TASK ITEM:
Your task is to copy each line of the listing that contains the word "Піщана".

• • •

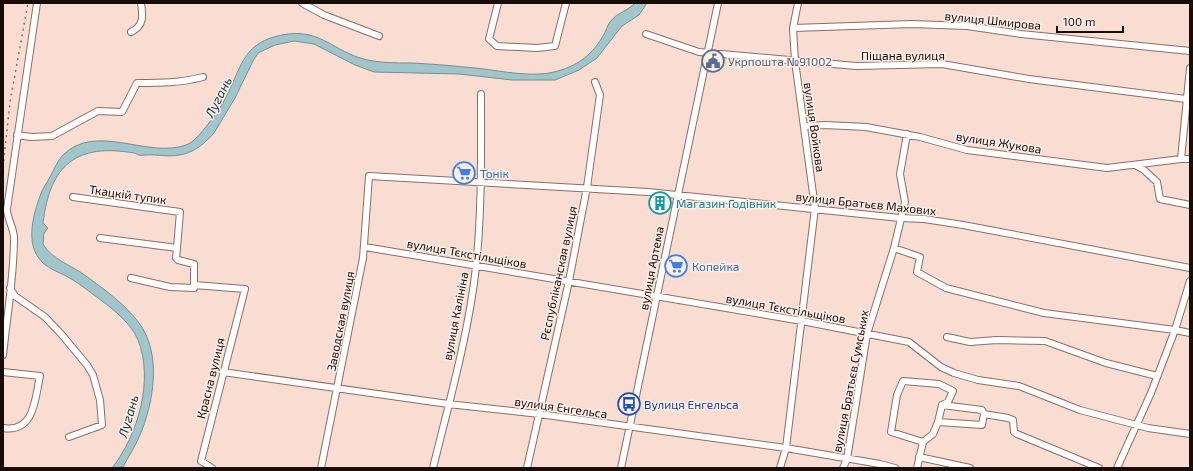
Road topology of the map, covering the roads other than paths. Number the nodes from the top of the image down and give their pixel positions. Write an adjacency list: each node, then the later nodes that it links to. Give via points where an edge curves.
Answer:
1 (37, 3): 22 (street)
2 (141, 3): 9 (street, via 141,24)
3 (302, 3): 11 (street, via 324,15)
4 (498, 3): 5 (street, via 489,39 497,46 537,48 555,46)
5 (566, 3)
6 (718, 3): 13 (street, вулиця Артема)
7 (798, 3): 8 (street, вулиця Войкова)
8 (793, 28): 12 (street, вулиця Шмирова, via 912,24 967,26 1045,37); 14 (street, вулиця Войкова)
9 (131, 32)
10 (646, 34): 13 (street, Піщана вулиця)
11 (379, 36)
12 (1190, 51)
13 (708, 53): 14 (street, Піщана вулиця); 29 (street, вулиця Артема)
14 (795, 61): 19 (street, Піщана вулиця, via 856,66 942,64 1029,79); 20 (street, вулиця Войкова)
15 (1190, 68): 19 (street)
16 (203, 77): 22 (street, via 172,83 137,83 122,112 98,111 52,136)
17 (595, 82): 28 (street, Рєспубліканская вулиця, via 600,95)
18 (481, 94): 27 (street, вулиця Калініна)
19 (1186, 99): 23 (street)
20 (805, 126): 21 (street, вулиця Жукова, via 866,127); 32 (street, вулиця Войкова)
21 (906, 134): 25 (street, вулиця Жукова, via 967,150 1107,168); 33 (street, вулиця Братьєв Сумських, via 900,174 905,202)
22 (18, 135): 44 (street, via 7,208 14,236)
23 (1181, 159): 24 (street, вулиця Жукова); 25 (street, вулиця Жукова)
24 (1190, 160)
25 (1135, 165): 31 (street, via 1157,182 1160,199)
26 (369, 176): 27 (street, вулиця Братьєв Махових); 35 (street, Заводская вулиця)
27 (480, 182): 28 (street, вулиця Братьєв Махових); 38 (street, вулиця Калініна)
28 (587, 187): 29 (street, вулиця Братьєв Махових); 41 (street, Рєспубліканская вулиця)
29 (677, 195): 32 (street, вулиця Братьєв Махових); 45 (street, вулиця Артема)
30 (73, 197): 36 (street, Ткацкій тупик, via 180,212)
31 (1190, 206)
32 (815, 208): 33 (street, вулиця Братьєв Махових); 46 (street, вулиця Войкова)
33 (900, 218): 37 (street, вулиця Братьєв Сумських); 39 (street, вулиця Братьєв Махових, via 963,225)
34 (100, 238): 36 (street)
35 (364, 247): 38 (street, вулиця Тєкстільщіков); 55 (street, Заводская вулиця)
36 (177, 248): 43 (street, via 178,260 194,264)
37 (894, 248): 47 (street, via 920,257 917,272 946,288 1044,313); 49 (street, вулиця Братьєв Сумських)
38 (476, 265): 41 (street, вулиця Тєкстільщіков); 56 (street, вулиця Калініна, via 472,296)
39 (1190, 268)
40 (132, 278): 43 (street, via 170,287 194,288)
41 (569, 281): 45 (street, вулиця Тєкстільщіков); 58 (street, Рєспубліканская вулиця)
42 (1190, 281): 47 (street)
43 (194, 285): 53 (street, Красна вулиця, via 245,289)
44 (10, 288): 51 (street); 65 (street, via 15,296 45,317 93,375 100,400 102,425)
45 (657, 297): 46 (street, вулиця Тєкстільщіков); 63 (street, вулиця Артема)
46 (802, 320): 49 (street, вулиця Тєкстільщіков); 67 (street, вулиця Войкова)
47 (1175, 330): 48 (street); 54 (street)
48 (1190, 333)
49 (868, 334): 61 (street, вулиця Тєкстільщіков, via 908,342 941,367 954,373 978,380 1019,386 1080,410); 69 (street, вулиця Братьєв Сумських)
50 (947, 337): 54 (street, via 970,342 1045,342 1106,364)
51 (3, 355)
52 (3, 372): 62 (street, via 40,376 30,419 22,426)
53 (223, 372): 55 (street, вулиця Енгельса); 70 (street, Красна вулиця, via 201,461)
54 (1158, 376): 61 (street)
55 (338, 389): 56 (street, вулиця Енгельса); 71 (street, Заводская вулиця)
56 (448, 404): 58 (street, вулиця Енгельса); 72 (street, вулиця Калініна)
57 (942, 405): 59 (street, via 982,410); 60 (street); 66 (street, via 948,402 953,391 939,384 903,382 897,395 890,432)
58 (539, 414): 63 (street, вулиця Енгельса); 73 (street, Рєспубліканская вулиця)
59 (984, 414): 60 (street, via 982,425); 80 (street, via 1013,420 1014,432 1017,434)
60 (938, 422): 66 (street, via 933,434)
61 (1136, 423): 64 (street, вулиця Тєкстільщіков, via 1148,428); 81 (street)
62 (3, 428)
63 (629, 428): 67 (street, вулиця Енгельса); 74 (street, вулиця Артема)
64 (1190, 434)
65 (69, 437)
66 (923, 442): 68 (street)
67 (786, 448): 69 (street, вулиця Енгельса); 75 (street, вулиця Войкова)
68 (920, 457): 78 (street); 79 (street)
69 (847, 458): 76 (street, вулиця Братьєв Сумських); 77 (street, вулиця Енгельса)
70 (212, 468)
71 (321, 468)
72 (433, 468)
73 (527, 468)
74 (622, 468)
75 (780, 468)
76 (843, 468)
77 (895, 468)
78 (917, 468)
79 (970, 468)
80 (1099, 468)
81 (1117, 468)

• • •

OUTPUT OF THE EXERCISE:
10 (646, 34): 13 (street, Піщана вулиця)
13 (708, 53): 14 (street, Піщана вулиця); 29 (street, вулиця Артема)
14 (795, 61): 19 (street, Піщана вулиця, via 856,66 942,64 1029,79); 20 (street, вулиця Войкова)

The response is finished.